Sunday, August 7, 2011

Sorry for not writing!

Hello friends!  I have to apologize for the gap in blog updates there.  People are beginning to ask if something is wrong.  I didn't mean to scare anyone.
     I am doing very well, actually.  But the final chemo really laid me out for a while.  The docs and nurses had warned me it would get worse at the end, because some of the effects are cumulative, and they were right.  After my very first chemo treatment, I was out with my friends eating BBQ the next night!  But after the final treatment, I basically laid on the couch for ten days or so, whenever I could.  I felt much sicker, and for much longer, than I had for earlier treatments.  I did not do any writing or much reading, or much of anything beyond basic family maintenance, for a couple of weeks.  I should have had someone take my picture and post it here while I was at my sickest, because that probably was my low-water point right there, but I didn't have the presence of mind.

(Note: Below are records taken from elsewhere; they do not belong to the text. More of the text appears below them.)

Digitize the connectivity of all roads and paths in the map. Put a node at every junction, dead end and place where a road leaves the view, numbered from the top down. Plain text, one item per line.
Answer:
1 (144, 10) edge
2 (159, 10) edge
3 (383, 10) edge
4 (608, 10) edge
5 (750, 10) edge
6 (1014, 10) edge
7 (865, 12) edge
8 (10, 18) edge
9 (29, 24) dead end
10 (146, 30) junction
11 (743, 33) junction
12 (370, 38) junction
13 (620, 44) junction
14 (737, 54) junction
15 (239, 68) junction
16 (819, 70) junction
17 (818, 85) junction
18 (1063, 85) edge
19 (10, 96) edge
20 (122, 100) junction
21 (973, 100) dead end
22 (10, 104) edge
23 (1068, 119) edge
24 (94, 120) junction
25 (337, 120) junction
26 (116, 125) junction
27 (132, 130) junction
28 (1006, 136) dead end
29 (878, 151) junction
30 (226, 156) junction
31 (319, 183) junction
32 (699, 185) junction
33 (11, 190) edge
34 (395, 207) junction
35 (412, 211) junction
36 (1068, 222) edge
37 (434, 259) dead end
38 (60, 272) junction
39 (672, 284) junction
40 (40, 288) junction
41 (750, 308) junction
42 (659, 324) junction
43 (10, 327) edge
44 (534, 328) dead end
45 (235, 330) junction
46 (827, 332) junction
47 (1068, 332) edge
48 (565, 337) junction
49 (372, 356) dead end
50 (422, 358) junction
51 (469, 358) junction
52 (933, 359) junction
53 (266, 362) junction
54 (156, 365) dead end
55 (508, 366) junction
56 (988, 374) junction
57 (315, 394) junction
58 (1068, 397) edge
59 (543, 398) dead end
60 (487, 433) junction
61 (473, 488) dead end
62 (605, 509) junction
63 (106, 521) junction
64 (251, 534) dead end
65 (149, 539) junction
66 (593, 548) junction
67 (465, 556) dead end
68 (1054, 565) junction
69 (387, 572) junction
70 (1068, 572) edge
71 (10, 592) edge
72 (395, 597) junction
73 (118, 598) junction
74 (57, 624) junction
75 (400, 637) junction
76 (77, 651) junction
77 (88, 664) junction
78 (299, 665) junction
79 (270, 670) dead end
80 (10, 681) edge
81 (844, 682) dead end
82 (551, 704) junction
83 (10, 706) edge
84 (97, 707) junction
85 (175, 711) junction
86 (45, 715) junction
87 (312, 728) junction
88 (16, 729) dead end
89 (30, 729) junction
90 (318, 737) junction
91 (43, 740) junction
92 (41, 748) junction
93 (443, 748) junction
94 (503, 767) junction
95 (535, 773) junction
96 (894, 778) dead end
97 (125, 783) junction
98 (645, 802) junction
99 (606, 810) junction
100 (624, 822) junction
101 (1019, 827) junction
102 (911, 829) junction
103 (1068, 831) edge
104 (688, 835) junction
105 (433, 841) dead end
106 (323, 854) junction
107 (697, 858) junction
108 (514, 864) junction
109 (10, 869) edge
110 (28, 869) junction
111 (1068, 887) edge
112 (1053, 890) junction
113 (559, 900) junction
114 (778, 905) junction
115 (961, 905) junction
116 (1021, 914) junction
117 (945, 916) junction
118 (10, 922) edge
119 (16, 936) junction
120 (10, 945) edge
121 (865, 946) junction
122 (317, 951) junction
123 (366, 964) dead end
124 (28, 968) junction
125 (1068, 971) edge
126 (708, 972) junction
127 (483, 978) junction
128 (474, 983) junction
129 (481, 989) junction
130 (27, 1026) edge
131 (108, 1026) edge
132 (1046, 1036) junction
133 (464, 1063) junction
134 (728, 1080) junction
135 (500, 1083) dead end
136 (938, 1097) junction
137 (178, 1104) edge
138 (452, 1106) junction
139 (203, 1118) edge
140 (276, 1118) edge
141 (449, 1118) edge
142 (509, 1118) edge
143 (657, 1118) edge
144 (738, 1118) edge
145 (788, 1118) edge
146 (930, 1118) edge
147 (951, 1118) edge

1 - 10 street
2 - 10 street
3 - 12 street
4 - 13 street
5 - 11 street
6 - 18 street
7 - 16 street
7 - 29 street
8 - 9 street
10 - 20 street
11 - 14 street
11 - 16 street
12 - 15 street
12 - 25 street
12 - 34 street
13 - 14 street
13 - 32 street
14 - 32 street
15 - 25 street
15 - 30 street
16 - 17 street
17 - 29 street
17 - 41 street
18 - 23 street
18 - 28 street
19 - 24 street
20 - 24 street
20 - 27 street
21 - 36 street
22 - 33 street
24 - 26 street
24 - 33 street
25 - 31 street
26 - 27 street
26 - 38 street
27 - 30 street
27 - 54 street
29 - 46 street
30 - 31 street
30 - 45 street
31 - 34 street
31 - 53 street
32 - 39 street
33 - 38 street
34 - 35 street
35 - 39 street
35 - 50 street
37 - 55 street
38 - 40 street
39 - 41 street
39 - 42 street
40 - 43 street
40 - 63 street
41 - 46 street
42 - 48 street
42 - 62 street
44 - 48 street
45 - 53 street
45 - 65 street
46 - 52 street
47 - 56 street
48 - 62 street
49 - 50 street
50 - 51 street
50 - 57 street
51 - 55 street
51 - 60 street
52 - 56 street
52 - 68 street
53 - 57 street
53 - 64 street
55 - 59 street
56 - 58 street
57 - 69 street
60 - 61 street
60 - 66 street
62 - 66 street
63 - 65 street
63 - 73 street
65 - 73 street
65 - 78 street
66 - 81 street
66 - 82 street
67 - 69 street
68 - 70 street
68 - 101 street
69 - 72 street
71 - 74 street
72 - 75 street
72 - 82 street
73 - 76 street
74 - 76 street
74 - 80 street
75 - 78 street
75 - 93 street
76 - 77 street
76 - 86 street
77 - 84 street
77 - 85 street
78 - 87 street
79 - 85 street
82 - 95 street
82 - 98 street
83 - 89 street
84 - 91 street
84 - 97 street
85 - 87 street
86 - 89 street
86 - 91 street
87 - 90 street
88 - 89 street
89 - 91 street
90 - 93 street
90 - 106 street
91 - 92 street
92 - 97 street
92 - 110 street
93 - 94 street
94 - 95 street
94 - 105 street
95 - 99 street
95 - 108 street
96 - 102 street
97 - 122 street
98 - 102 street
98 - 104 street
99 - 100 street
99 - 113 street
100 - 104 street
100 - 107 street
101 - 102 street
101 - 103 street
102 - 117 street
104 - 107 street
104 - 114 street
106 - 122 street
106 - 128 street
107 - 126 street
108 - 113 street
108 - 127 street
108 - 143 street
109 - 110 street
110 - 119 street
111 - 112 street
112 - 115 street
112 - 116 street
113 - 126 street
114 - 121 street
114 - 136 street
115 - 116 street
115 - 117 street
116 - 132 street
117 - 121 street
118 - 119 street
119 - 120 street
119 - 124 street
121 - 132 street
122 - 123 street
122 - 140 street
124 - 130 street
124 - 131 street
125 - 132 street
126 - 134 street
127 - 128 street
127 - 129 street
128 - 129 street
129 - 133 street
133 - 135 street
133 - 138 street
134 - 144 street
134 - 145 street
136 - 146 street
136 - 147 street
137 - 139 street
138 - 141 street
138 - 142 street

     The good news is, we are now three weeks and a couple days beyond the last treatment, and I am feeling better every day.  I can taste food again! I am feeling queasy much less often.  I am back to the gym now.  Soon, my hair will start growing back and my eyes will stop watering and so on.
     I am scheduled for surgery on Aug. 17 and am looking forward to having that over with.  I will be having a regular mastectomy with reconstruction, on one side only.  I have a great surgeon and plastic surgeon.  I'll be doing radiation after that, until approximately Halloween, and then hope to be done with this chapter of life.
     Thank you for your cards and casseroles and hugs and books and CDs!